A coalition of 10 trade groups — including the National Retail Federation, National Grocers Association and the National Association of Convenience Stores — said in a March 7 letter to the committee that they had "significant concerns" regarding the draft. Specifically, the groups said that financial institutions would be exempt from reporting and notifying breaches.
The coalition said the bill does not ensure that all businesses that have security breaches are obligated to investigate data breaches and provide notice to regulators and consumers. In the letter, the groups said the draft bill also sets "unreasonable and inappropriate data security requirements for millions of commercial businesses" including a mandate for a checklist of requirements for all businesses. They argued that a “one-size-fits-all” set of requirements would be ineffective. Instead, they recommended a “flexible, reasonable” standard that could be applied to differing types of businesses.
In September, the same 10 industry groups sent a letter to congressional leaders calling for the creation of a single law to replace the 52 individual breach laws in effect in 48 states and four federal jurisdictions.
However, the draft legislation had support from Financial Services Roundtable Vice President of Government Affairs for Payments Jason Kratovil, who also testified at the March 7 hearing.
"The approach detailed in the discussion draft strikes the appropriate balance by setting a high bar for data protection, while providing numerous considerations to ensure a small business that processes or maintains little or no personal information is not burdened with the same expectations as a larger entity," Kratovil said.
Luetkemeyer, the subcommittee chairman, admitted that the bill needs work, adding that there is a need for an "immediate national solution" to the issue of data breaches, which he said are guaranteed to continue. His comments came before the formal introduction of a bill, the substance of which could change based on written input and comments made at the hearing.
"It's a work in progress," Luetkemeyer said at the hearing. "It's not perfect. We're going to try and get it better and hopefully it will be something we can implement here down the road."

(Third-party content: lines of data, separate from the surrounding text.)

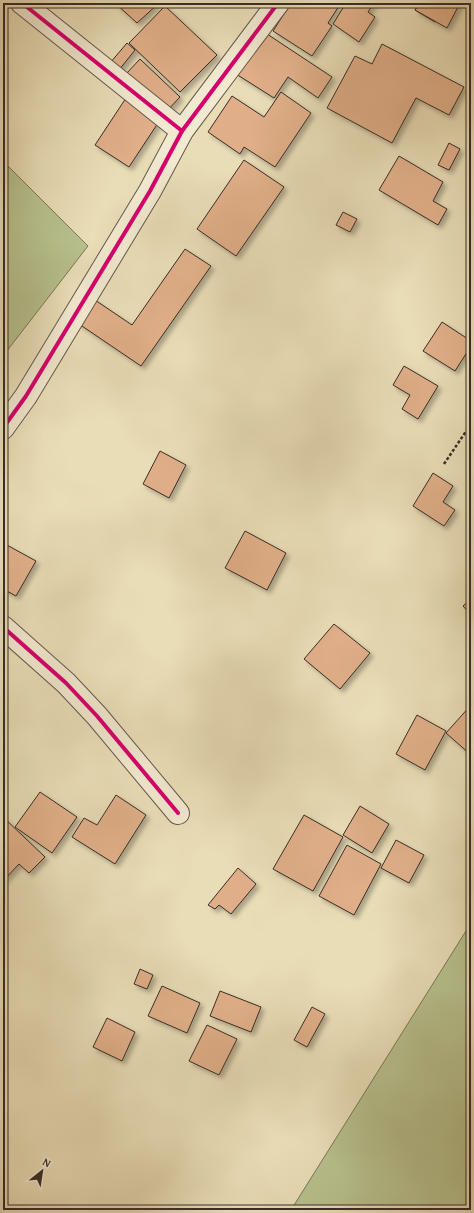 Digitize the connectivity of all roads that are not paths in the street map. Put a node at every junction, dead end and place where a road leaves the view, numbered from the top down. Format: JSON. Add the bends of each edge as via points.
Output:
{"nodes":[{"id":1,"x":22,"y":3,"type":"edge"},
{"id":2,"x":278,"y":3,"type":"edge"},
{"id":3,"x":182,"y":131,"type":"junction"},
{"id":4,"x":3,"y":428,"type":"edge"},
{"id":5,"x":3,"y":627,"type":"edge"},
{"id":6,"x":178,"y":813,"type":"dead end"}],
"edges":[{"from":1,"to":3,"type":"street"},
{"from":2,"to":3,"type":"street"},
{"from":3,"to":4,"type":"street","via":[[150,191],[26,396]]},
{"from":5,"to":6,"type":"street","via":[[66,683]]}]} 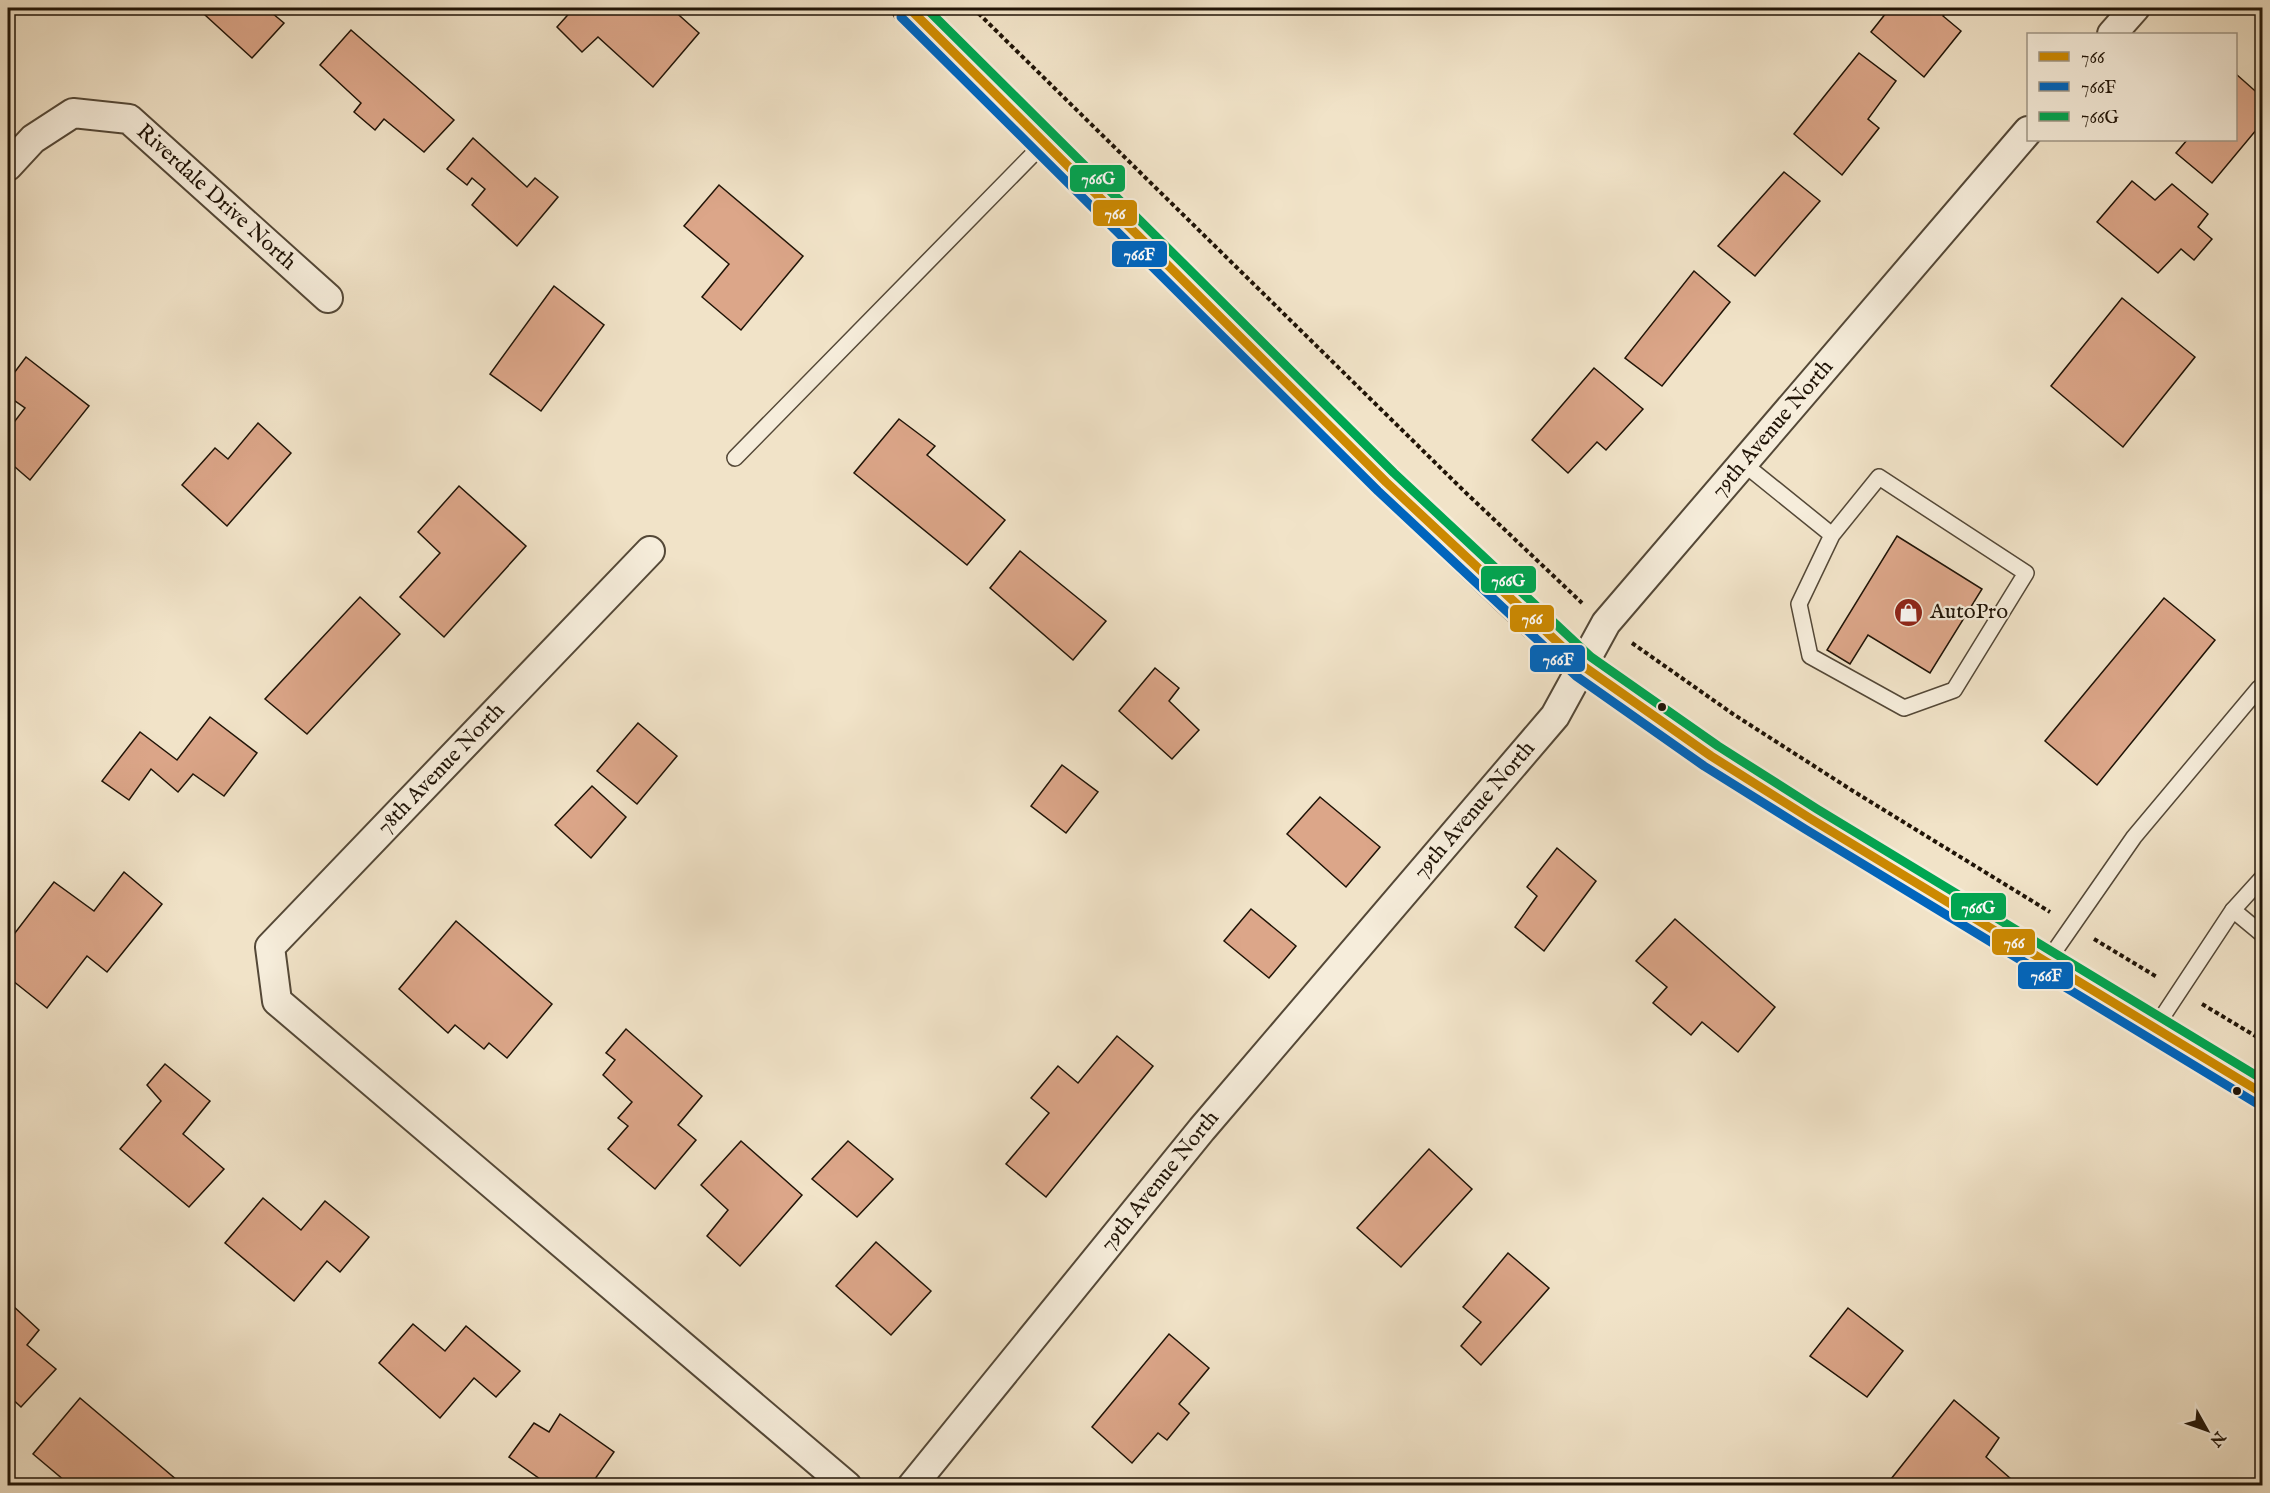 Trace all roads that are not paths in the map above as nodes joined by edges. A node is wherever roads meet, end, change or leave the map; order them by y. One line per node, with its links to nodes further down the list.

The NRF said in a separate letter to the committee that banks should be subject to mandatory notification requirements, saying they account for five times as many breaches as retailers.
"The legislation being considered by the committee is an important step forward but has significant loopholes that would allow major data breaches to be kept secret from the public," NRF Vice President and Senior Policy Counsel Paul Martino said in a statement. "We want to work with the committee to develop an airtight bill that covers all industries and ensures that all data breaches are subject to notification no matter where they occur."